**Task statement**
Your answer must be an exact transcription of the data, with every picture omitted.
/---
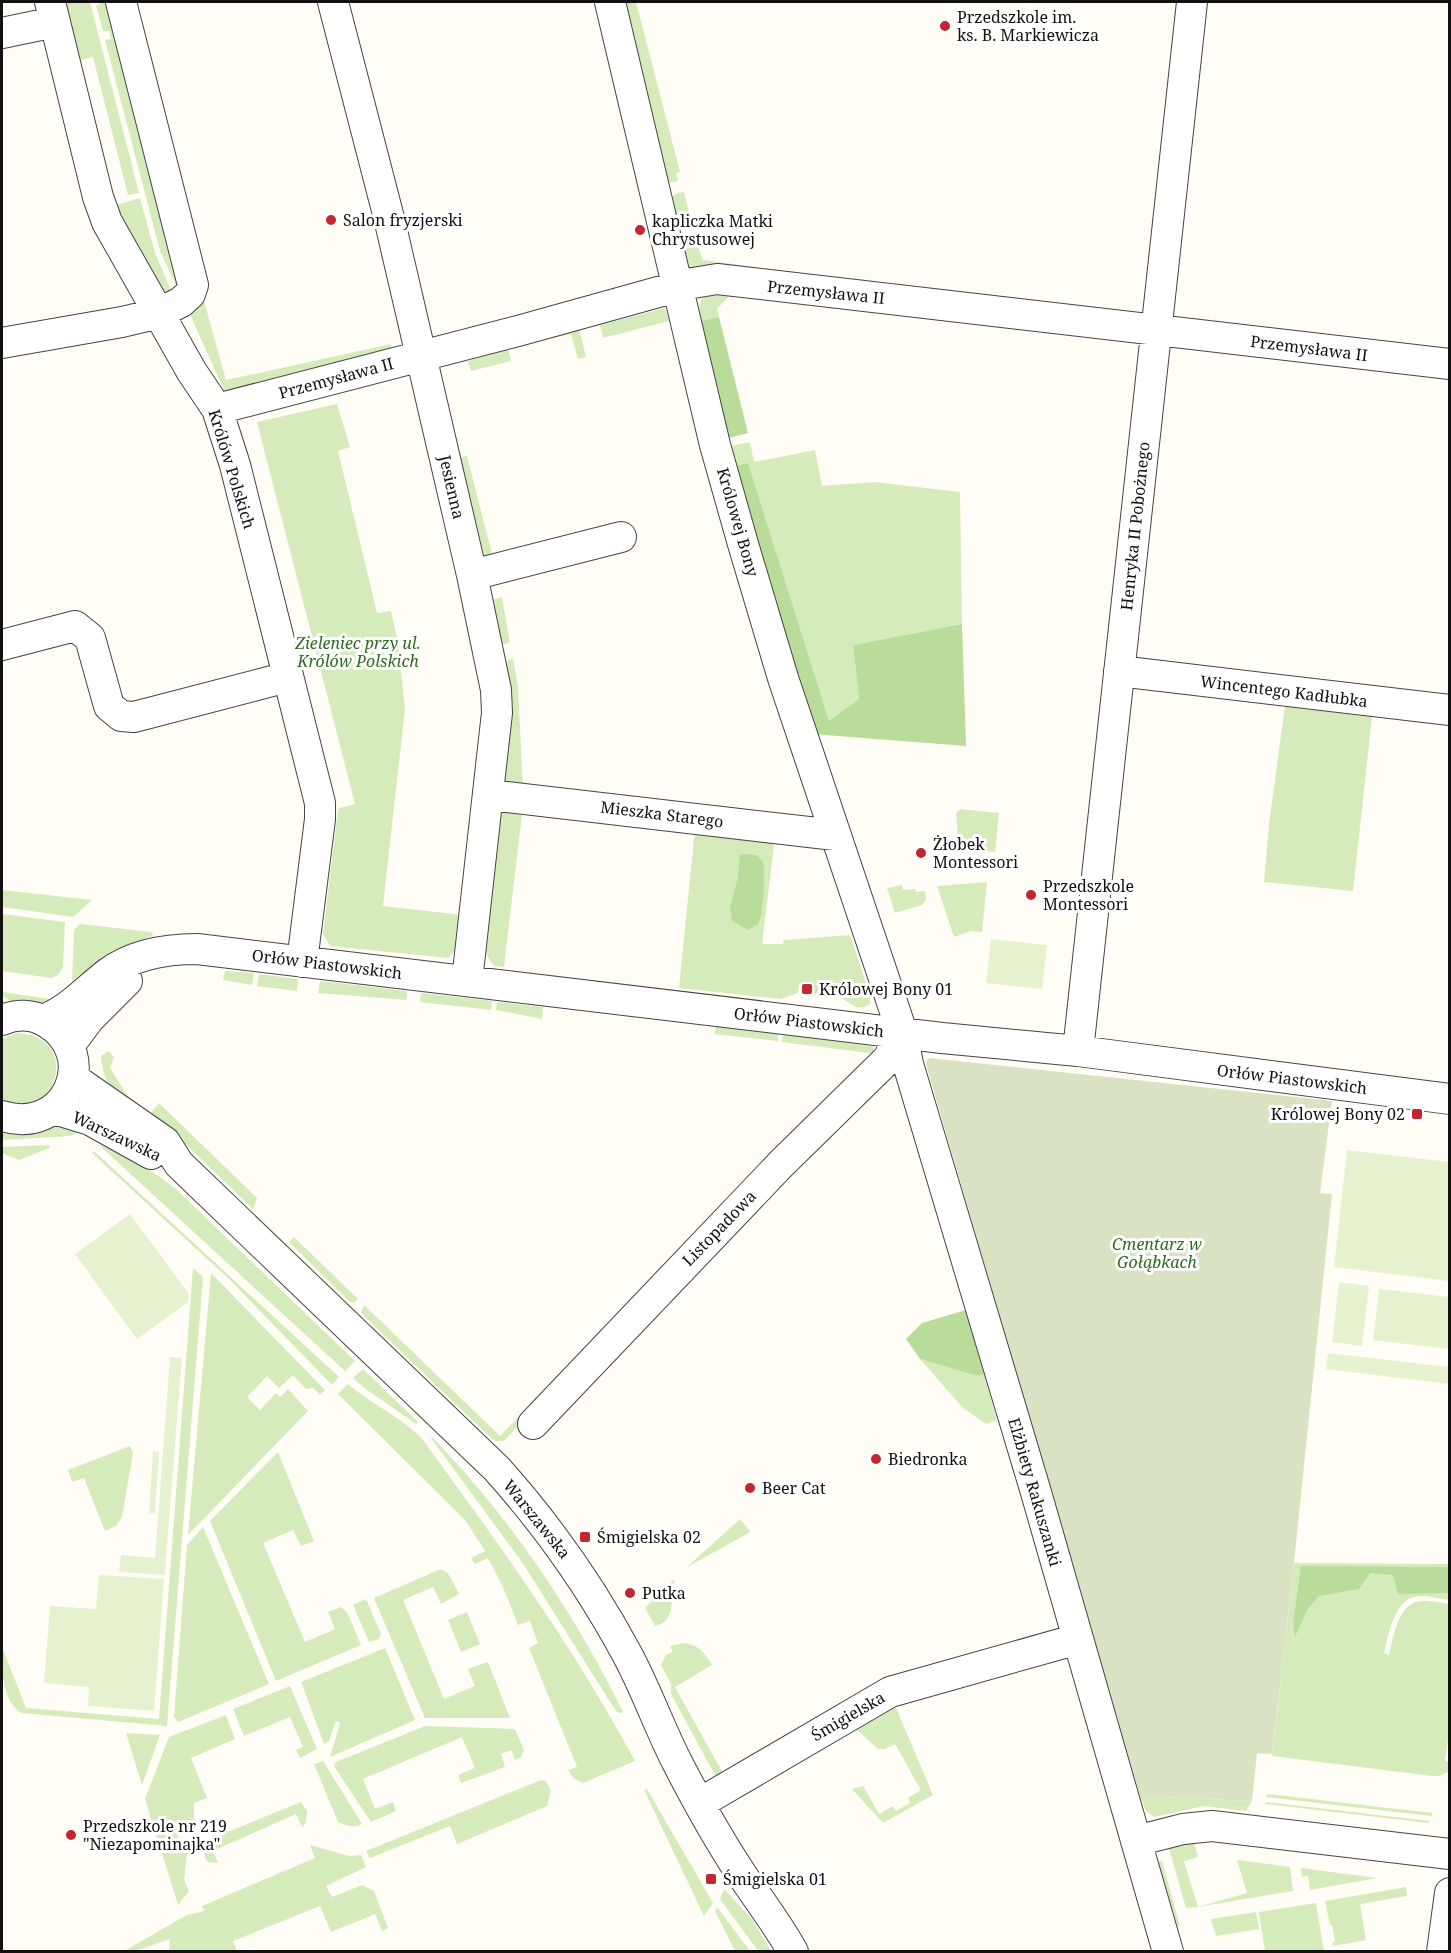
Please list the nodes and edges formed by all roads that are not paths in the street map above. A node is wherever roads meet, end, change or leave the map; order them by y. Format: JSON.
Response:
{"nodes":[{"id":1,"x":121,"y":2,"type":"edge"},
{"id":2,"x":333,"y":2,"type":"edge"},
{"id":3,"x":610,"y":2,"type":"edge"},
{"id":4,"x":1192,"y":2,"type":"edge"},
{"id":5,"x":52,"y":12,"type":"edge"},
{"id":6,"x":2,"y":33,"type":"edge"},
{"id":7,"x":678,"y":288,"type":"junction"},
{"id":8,"x":159,"y":313,"type":"junction"},
{"id":9,"x":1156,"y":331,"type":"junction"},
{"id":10,"x":2,"y":343,"type":"edge"},
{"id":11,"x":421,"y":356,"type":"junction"},
{"id":12,"x":1449,"y":364,"type":"edge"},
{"id":13,"x":217,"y":409,"type":"junction"},
{"id":14,"x":621,"y":537,"type":"dead end"},
{"id":15,"x":472,"y":575,"type":"junction"},
{"id":16,"x":2,"y":645,"type":"edge"},
{"id":17,"x":1119,"y":671,"type":"junction"},
{"id":18,"x":272,"y":681,"type":"dead end"},
{"id":19,"x":1449,"y":710,"type":"edge"},
{"id":20,"x":489,"y":795,"type":"junction"},
{"id":21,"x":835,"y":835,"type":"junction"},
{"id":22,"x":169,"y":952,"type":"junction"},
{"id":23,"x":302,"y":962,"type":"junction"},
{"id":24,"x":467,"y":981,"type":"junction"},
{"id":25,"x":4,"y":1015,"type":"edge"},
{"id":26,"x":43,"y":1020,"type":"junction"},
{"id":27,"x":902,"y":1032,"type":"junction"},
{"id":28,"x":69,"y":1046,"type":"junction"},
{"id":29,"x":1078,"y":1051,"type":"junction"},
{"id":30,"x":73,"y":1078,"type":"junction"},
{"id":31,"x":1449,"y":1099,"type":"edge"},
{"id":32,"x":54,"y":1109,"type":"junction"},
{"id":33,"x":2,"y":1116,"type":"edge"},
{"id":34,"x":179,"y":1164,"type":"junction"},
{"id":35,"x":533,"y":1424,"type":"dead end"},
{"id":36,"x":1078,"y":1639,"type":"junction"},
{"id":37,"x":700,"y":1803,"type":"junction"},
{"id":38,"x":1137,"y":1841,"type":"junction"},
{"id":39,"x":1449,"y":1854,"type":"edge"},
{"id":40,"x":1449,"y":1893,"type":"edge"},
{"id":41,"x":793,"y":1952,"type":"edge"},
{"id":42,"x":1168,"y":1952,"type":"edge"},
{"id":43,"x":1442,"y":1952,"type":"edge"}],
"edges":[{"from":1,"to":8,"type":"street"},
{"from":2,"to":11,"type":"street","name":"Jesienna"},
{"from":3,"to":7,"type":"street","name":"Królowej Bony"},
{"from":4,"to":9,"type":"street","name":"Henryka II Pobożnego"},
{"from":5,"to":6,"type":"street"},
{"from":5,"to":8,"type":"street","name":"Królów Polskich"},
{"from":7,"to":9,"type":"street","name":"Przemysława II"},
{"from":7,"to":11,"type":"street","name":"Przemysława II"},
{"from":7,"to":21,"type":"street","name":"Królowej Bony"},
{"from":8,"to":10,"type":"street"},
{"from":8,"to":13,"type":"street","name":"Królów Polskich"},
{"from":9,"to":12,"type":"street","name":"Przemysława II"},
{"from":9,"to":17,"type":"street","name":"Henryka II Pobożnego"},
{"from":11,"to":13,"type":"street","name":"Przemysława II"},
{"from":11,"to":15,"type":"street","name":"Jesienna"},
{"from":13,"to":23,"type":"street","name":"Królów Polskich"},
{"from":14,"to":15,"type":"street"},
{"from":15,"to":20,"type":"street","name":"Jesienna"},
{"from":16,"to":18,"type":"street"},
{"from":17,"to":19,"type":"street","name":"Wincentego Kadłubka"},
{"from":17,"to":29,"type":"street","name":"Henryka II Pobożnego"},
{"from":20,"to":21,"type":"street","name":"Mieszka Starego"},
{"from":20,"to":24,"type":"street","name":"Jesienna"},
{"from":21,"to":27,"type":"street","name":"Królowej Bony"},
{"from":22,"to":23,"type":"street","name":"Orłów Piastowskich"},
{"from":22,"to":26,"type":"street","name":"Orłów Piastowskich"},
{"from":22,"to":28,"type":"street"},
{"from":23,"to":24,"type":"street","name":"Orłów Piastowskich"},
{"from":24,"to":27,"type":"street","name":"Orłów Piastowskich"},
{"from":25,"to":26,"type":"street"},
{"from":26,"to":28,"type":"street"},
{"from":27,"to":29,"type":"street","name":"Orłów Piastowskich"},
{"from":27,"to":35,"type":"street","name":"Listopadowa"},
{"from":27,"to":36,"type":"street","name":"Elżbiety Rakuszanki"},
{"from":28,"to":30,"type":"street"},
{"from":29,"to":31,"type":"street","name":"Orłów Piastowskich"},
{"from":30,"to":32,"type":"street"},
{"from":30,"to":34,"type":"street","name":"Warszawska"},
{"from":32,"to":33,"type":"street"},
{"from":32,"to":34,"type":"street","name":"Warszawska"},
{"from":34,"to":37,"type":"street","name":"Warszawska"},
{"from":36,"to":37,"type":"street","name":"Śmigielska"},
{"from":36,"to":38,"type":"street","name":"Elżbiety Rakuszanki"},
{"from":37,"to":41,"type":"street","name":"Warszawska"},
{"from":38,"to":39,"type":"street"},
{"from":38,"to":42,"type":"street","name":"Elżbiety Rakuszanki"},
{"from":40,"to":43,"type":"street"}]}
\---
**Finished task**
Please list the nodes and edges formed by all roads that are not paths in the street map above. A node is wherever roads meet, end, change or leave the map; order them by y. Format: JSON.
Response:
{"nodes":[{"id":1,"x":121,"y":2,"type":"edge"},
{"id":2,"x":333,"y":2,"type":"edge"},
{"id":3,"x":610,"y":2,"type":"edge"},
{"id":4,"x":1192,"y":2,"type":"edge"},
{"id":5,"x":52,"y":12,"type":"edge"},
{"id":6,"x":2,"y":33,"type":"edge"},
{"id":7,"x":678,"y":288,"type":"junction"},
{"id":8,"x":159,"y":313,"type":"junction"},
{"id":9,"x":1156,"y":331,"type":"junction"},
{"id":10,"x":2,"y":343,"type":"edge"},
{"id":11,"x":421,"y":356,"type":"junction"},
{"id":12,"x":1449,"y":364,"type":"edge"},
{"id":13,"x":217,"y":409,"type":"junction"},
{"id":14,"x":621,"y":537,"type":"dead end"},
{"id":15,"x":472,"y":575,"type":"junction"},
{"id":16,"x":2,"y":645,"type":"edge"},
{"id":17,"x":1119,"y":671,"type":"junction"},
{"id":18,"x":272,"y":681,"type":"dead end"},
{"id":19,"x":1449,"y":710,"type":"edge"},
{"id":20,"x":489,"y":795,"type":"junction"},
{"id":21,"x":835,"y":835,"type":"junction"},
{"id":22,"x":169,"y":952,"type":"junction"},
{"id":23,"x":302,"y":962,"type":"junction"},
{"id":24,"x":467,"y":981,"type":"junction"},
{"id":25,"x":4,"y":1015,"type":"edge"},
{"id":26,"x":43,"y":1020,"type":"junction"},
{"id":27,"x":902,"y":1032,"type":"junction"},
{"id":28,"x":69,"y":1046,"type":"junction"},
{"id":29,"x":1078,"y":1051,"type":"junction"},
{"id":30,"x":73,"y":1078,"type":"junction"},
{"id":31,"x":1449,"y":1099,"type":"edge"},
{"id":32,"x":54,"y":1109,"type":"junction"},
{"id":33,"x":2,"y":1116,"type":"edge"},
{"id":34,"x":179,"y":1164,"type":"junction"},
{"id":35,"x":533,"y":1424,"type":"dead end"},
{"id":36,"x":1078,"y":1639,"type":"junction"},
{"id":37,"x":700,"y":1803,"type":"junction"},
{"id":38,"x":1137,"y":1841,"type":"junction"},
{"id":39,"x":1449,"y":1854,"type":"edge"},
{"id":40,"x":1449,"y":1893,"type":"edge"},
{"id":41,"x":793,"y":1952,"type":"edge"},
{"id":42,"x":1168,"y":1952,"type":"edge"},
{"id":43,"x":1442,"y":1952,"type":"edge"}],
"edges":[{"from":1,"to":8,"type":"street"},
{"from":2,"to":11,"type":"street","name":"Jesienna"},
{"from":3,"to":7,"type":"street","name":"Królowej Bony"},
{"from":4,"to":9,"type":"street","name":"Henryka II Pobożnego"},
{"from":5,"to":6,"type":"street"},
{"from":5,"to":8,"type":"street","name":"Królów Polskich"},
{"from":7,"to":9,"type":"street","name":"Przemysława II"},
{"from":7,"to":11,"type":"street","name":"Przemysława II"},
{"from":7,"to":21,"type":"street","name":"Królowej Bony"},
{"from":8,"to":10,"type":"street"},
{"from":8,"to":13,"type":"street","name":"Królów Polskich"},
{"from":9,"to":12,"type":"street","name":"Przemysława II"},
{"from":9,"to":17,"type":"street","name":"Henryka II Pobożnego"},
{"from":11,"to":13,"type":"street","name":"Przemysława II"},
{"from":11,"to":15,"type":"street","name":"Jesienna"},
{"from":13,"to":23,"type":"street","name":"Królów Polskich"},
{"from":14,"to":15,"type":"street"},
{"from":15,"to":20,"type":"street","name":"Jesienna"},
{"from":16,"to":18,"type":"street"},
{"from":17,"to":19,"type":"street","name":"Wincentego Kadłubka"},
{"from":17,"to":29,"type":"street","name":"Henryka II Pobożnego"},
{"from":20,"to":21,"type":"street","name":"Mieszka Starego"},
{"from":20,"to":24,"type":"street","name":"Jesienna"},
{"from":21,"to":27,"type":"street","name":"Królowej Bony"},
{"from":22,"to":23,"type":"street","name":"Orłów Piastowskich"},
{"from":22,"to":26,"type":"street","name":"Orłów Piastowskich"},
{"from":22,"to":28,"type":"street"},
{"from":23,"to":24,"type":"street","name":"Orłów Piastowskich"},
{"from":24,"to":27,"type":"street","name":"Orłów Piastowskich"},
{"from":25,"to":26,"type":"street"},
{"from":26,"to":28,"type":"street"},
{"from":27,"to":29,"type":"street","name":"Orłów Piastowskich"},
{"from":27,"to":35,"type":"street","name":"Listopadowa"},
{"from":27,"to":36,"type":"street","name":"Elżbiety Rakuszanki"},
{"from":28,"to":30,"type":"street"},
{"from":29,"to":31,"type":"street","name":"Orłów Piastowskich"},
{"from":30,"to":32,"type":"street"},
{"from":30,"to":34,"type":"street","name":"Warszawska"},
{"from":32,"to":33,"type":"street"},
{"from":32,"to":34,"type":"street","name":"Warszawska"},
{"from":34,"to":37,"type":"street","name":"Warszawska"},
{"from":36,"to":37,"type":"street","name":"Śmigielska"},
{"from":36,"to":38,"type":"street","name":"Elżbiety Rakuszanki"},
{"from":37,"to":41,"type":"street","name":"Warszawska"},
{"from":38,"to":39,"type":"street"},
{"from":38,"to":42,"type":"street","name":"Elżbiety Rakuszanki"},
{"from":40,"to":43,"type":"street"}]}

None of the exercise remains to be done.